> _WHAT YOU NEED TO DO_
Reproduce the whole listing exactly, omitting any picture it holds.

◇ ◇ ◇ ◇ ◇ ◇ ◇

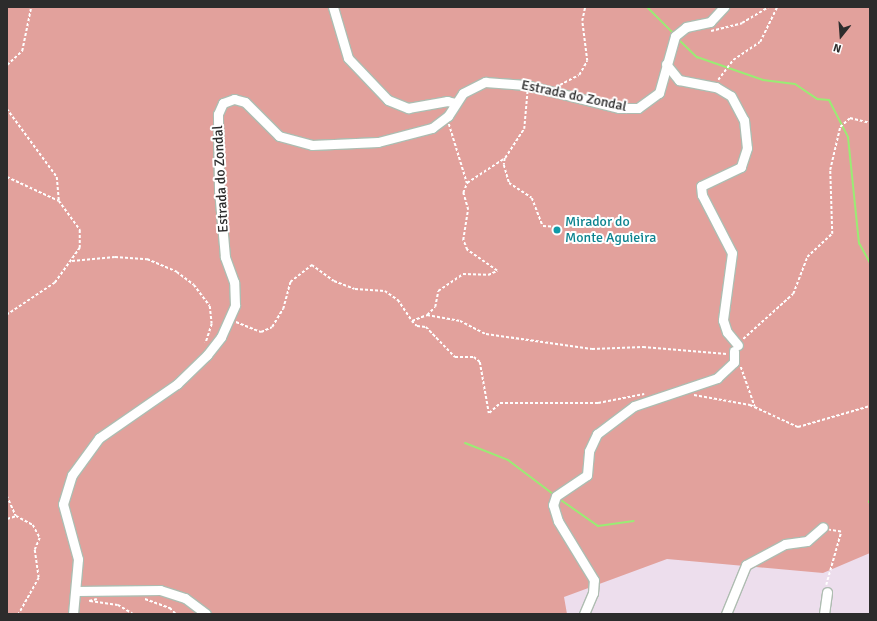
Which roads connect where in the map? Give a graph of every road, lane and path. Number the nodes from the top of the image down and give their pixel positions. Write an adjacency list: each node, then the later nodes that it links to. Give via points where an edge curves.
1 (31, 7): 9 (path, via 22,51)
2 (332, 7): 13 (street, via 348,58 388,100 408,108 447,101)
3 (585, 7): 12 (path, via 582,30 588,56 582,72)
4 (724, 7): 7 (street, Estrada do Zondal, via 717,17)
5 (770, 7): 7 (path, via 721,30 709,31)
6 (777, 7): 11 (path, via 760,42 733,60)
7 (702, 25): 8 (street, Estrada do Zondal, via 680,31 668,53)
8 (666, 64): 11 (street, via 679,80); 12 (street, Estrada do Zondal, via 659,93 638,108 619,108)
9 (7, 65)
10 (526, 85): 12 (street, Estrada do Zondal); 13 (street, Estrada do Zondal, via 485,82 463,92); 17 (path, via 526,123)
11 (716, 87): 27 (street, via 731,96 738,107 746,140 741,167 702,186 702,195 732,254 723,320)
12 (551, 90)
13 (455, 103): 15 (street, Estrada do Zondal)
14 (7, 109): 20 (path, via 57,177)
15 (448, 116): 19 (path, via 452,144); 25 (street, Estrada do Zondal, via 432,128 378,142 312,144 279,136 245,102 234,99 223,103 218,114 219,190 225,257 236,293)
16 (870, 123): 27 (path, via 850,118 840,127 830,170 832,234 808,256 793,294 757,324)
17 (505, 158): 19 (path); 21 (path, via 509,183 532,198 544,226)
18 (7, 176): 20 (path)
19 (467, 183): 24 (path, via 463,193 469,219 463,240 467,250 497,271 488,275 463,274 438,291 436,307)
20 (59, 201): 22 (path, via 80,230 80,248)
21 (560, 227)
22 (72, 261): 23 (path, via 55,283); 28 (path, via 115,257 147,259 177,272 194,285 210,306 212,324 206,343)
23 (7, 315)
24 (427, 315): 26 (path); 27 (path, via 460,322 486,334 592,349)
25 (230, 319): 26 (path, via 254,330 267,331 280,316 291,279 312,265 334,281 355,289 385,291 398,300); 28 (street, Estrada do Zondal)
26 (412, 321): 30 (path, via 432,332 455,357 474,357 480,362 489,413 500,403 511,402 598,403 643,393)
27 (734, 353): 30 (street, via 717,378); 32 (path, via 742,368)
28 (207, 355): 37 (street, Estrada do Zondal, via 177,384 99,438 72,475 63,504 78,560)
29 (692, 394): 32 (path)
30 (650, 399): 46 (street, via 634,406 597,434 589,451 587,475 556,496 553,505 558,521 594,580 593,593)
31 (870, 406): 32 (path, via 798,427)
32 (755, 407)
33 (7, 496): 34 (path)
34 (16, 516): 35 (path); 41 (path, via 33,525 40,538 35,550 39,578)
35 (7, 519)
36 (820, 528): 38 (path, via 841,532 826,586); 47 (street, via 807,541 785,544 746,565)
37 (77, 591): 42 (street, Estrada do Zondal); 45 (street, via 160,590 185,598)
38 (827, 595): 48 (street)
39 (109, 598): 43 (path, via 89,601 118,605)
40 (143, 599): 44 (path, via 170,608)
41 (19, 614)
42 (73, 614)
43 (133, 614)
44 (176, 614)
45 (206, 614)
46 (584, 614)
47 (726, 614)
48 (824, 614)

◇ ◇ ◇ ◇ ◇ ◇ ◇

> _EXPECTED ANSWER_
Which roads connect where in the map? Give a graph of every road, lane and path. Number the nodes from the top of the image down and give their pixel positions. Write an adjacency list: each node, then the later nodes that it links to. Give via points where an edge curves.
1 (31, 7): 9 (path, via 22,51)
2 (332, 7): 13 (street, via 348,58 388,100 408,108 447,101)
3 (585, 7): 12 (path, via 582,30 588,56 582,72)
4 (724, 7): 7 (street, Estrada do Zondal, via 717,17)
5 (770, 7): 7 (path, via 721,30 709,31)
6 (777, 7): 11 (path, via 760,42 733,60)
7 (702, 25): 8 (street, Estrada do Zondal, via 680,31 668,53)
8 (666, 64): 11 (street, via 679,80); 12 (street, Estrada do Zondal, via 659,93 638,108 619,108)
9 (7, 65)
10 (526, 85): 12 (street, Estrada do Zondal); 13 (street, Estrada do Zondal, via 485,82 463,92); 17 (path, via 526,123)
11 (716, 87): 27 (street, via 731,96 738,107 746,140 741,167 702,186 702,195 732,254 723,320)
12 (551, 90)
13 (455, 103): 15 (street, Estrada do Zondal)
14 (7, 109): 20 (path, via 57,177)
15 (448, 116): 19 (path, via 452,144); 25 (street, Estrada do Zondal, via 432,128 378,142 312,144 279,136 245,102 234,99 223,103 218,114 219,190 225,257 236,293)
16 (870, 123): 27 (path, via 850,118 840,127 830,170 832,234 808,256 793,294 757,324)
17 (505, 158): 19 (path); 21 (path, via 509,183 532,198 544,226)
18 (7, 176): 20 (path)
19 (467, 183): 24 (path, via 463,193 469,219 463,240 467,250 497,271 488,275 463,274 438,291 436,307)
20 (59, 201): 22 (path, via 80,230 80,248)
21 (560, 227)
22 (72, 261): 23 (path, via 55,283); 28 (path, via 115,257 147,259 177,272 194,285 210,306 212,324 206,343)
23 (7, 315)
24 (427, 315): 26 (path); 27 (path, via 460,322 486,334 592,349)
25 (230, 319): 26 (path, via 254,330 267,331 280,316 291,279 312,265 334,281 355,289 385,291 398,300); 28 (street, Estrada do Zondal)
26 (412, 321): 30 (path, via 432,332 455,357 474,357 480,362 489,413 500,403 511,402 598,403 643,393)
27 (734, 353): 30 (street, via 717,378); 32 (path, via 742,368)
28 (207, 355): 37 (street, Estrada do Zondal, via 177,384 99,438 72,475 63,504 78,560)
29 (692, 394): 32 (path)
30 (650, 399): 46 (street, via 634,406 597,434 589,451 587,475 556,496 553,505 558,521 594,580 593,593)
31 (870, 406): 32 (path, via 798,427)
32 (755, 407)
33 (7, 496): 34 (path)
34 (16, 516): 35 (path); 41 (path, via 33,525 40,538 35,550 39,578)
35 (7, 519)
36 (820, 528): 38 (path, via 841,532 826,586); 47 (street, via 807,541 785,544 746,565)
37 (77, 591): 42 (street, Estrada do Zondal); 45 (street, via 160,590 185,598)
38 (827, 595): 48 (street)
39 (109, 598): 43 (path, via 89,601 118,605)
40 (143, 599): 44 (path, via 170,608)
41 (19, 614)
42 (73, 614)
43 (133, 614)
44 (176, 614)
45 (206, 614)
46 (584, 614)
47 (726, 614)
48 (824, 614)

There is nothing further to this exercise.